* _Directions for this task_
Scan the records for "nodes". Show the matching lines.

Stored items
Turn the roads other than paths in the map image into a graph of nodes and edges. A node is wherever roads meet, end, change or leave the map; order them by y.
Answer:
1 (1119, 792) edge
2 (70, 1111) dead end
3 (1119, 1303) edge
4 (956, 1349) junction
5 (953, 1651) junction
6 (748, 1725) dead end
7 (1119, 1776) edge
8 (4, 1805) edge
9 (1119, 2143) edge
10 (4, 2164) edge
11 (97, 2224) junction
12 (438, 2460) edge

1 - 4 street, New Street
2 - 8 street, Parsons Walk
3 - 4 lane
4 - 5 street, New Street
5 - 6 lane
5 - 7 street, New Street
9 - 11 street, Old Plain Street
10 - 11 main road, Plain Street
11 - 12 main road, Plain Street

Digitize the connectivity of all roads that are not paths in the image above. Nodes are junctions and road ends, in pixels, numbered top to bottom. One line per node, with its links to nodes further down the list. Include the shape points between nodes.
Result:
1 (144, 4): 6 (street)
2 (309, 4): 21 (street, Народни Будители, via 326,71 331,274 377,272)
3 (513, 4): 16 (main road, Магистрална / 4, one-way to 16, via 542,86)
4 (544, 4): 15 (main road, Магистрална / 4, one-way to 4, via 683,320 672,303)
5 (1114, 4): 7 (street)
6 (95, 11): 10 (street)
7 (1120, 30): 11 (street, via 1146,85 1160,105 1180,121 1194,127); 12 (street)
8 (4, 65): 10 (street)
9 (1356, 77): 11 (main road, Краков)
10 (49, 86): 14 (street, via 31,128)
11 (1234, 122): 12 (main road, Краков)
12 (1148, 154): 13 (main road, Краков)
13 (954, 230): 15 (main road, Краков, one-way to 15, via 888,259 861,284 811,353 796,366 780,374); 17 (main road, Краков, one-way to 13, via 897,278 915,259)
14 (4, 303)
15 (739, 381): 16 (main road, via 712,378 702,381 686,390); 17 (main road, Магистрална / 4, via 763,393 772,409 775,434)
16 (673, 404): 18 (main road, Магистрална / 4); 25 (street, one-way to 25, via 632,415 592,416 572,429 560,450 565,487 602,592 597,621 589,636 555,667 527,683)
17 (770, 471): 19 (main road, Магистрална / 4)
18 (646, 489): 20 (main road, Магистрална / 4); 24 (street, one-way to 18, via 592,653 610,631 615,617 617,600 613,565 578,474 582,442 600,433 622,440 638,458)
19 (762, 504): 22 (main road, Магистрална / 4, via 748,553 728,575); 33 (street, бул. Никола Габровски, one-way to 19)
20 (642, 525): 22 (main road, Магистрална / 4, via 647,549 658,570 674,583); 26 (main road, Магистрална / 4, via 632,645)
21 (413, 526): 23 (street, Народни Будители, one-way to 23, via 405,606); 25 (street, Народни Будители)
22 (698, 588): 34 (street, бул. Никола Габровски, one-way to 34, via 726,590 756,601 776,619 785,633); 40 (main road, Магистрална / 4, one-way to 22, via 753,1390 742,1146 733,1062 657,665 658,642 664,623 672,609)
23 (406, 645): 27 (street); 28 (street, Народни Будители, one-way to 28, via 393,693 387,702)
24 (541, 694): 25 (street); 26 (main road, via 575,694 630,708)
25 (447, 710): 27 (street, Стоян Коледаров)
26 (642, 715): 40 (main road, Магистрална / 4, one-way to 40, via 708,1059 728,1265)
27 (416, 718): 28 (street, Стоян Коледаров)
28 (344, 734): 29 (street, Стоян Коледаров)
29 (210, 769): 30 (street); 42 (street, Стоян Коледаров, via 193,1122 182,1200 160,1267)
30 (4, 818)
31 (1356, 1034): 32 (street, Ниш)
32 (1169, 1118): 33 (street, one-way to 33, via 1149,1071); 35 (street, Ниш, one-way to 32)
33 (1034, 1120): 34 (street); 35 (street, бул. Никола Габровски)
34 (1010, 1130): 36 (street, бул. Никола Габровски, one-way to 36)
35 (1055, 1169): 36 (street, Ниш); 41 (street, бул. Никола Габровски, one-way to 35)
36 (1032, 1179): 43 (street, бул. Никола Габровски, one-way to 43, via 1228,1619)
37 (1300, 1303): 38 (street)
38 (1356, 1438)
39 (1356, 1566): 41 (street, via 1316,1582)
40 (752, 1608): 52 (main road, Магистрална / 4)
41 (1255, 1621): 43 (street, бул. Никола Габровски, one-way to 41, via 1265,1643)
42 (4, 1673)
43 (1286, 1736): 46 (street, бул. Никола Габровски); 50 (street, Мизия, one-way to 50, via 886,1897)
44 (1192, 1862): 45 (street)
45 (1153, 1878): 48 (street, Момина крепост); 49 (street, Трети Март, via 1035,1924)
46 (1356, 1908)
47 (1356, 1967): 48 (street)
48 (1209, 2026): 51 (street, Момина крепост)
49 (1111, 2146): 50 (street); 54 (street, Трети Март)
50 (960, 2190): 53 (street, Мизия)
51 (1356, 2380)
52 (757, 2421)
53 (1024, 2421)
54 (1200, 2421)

* _Solved problem_
Turn the roads other than paths in the map image into a graph of nodes and edges. A node is wherever roads meet, end, change or leave the map; order them by y.
Digitize the connectivity of all roads that are not paths in the image above. Nodes are junctions and road ends, in pixels, numbered top to bottom. One line per node, with its links to nodes further down the list. Include the shape points between nodes.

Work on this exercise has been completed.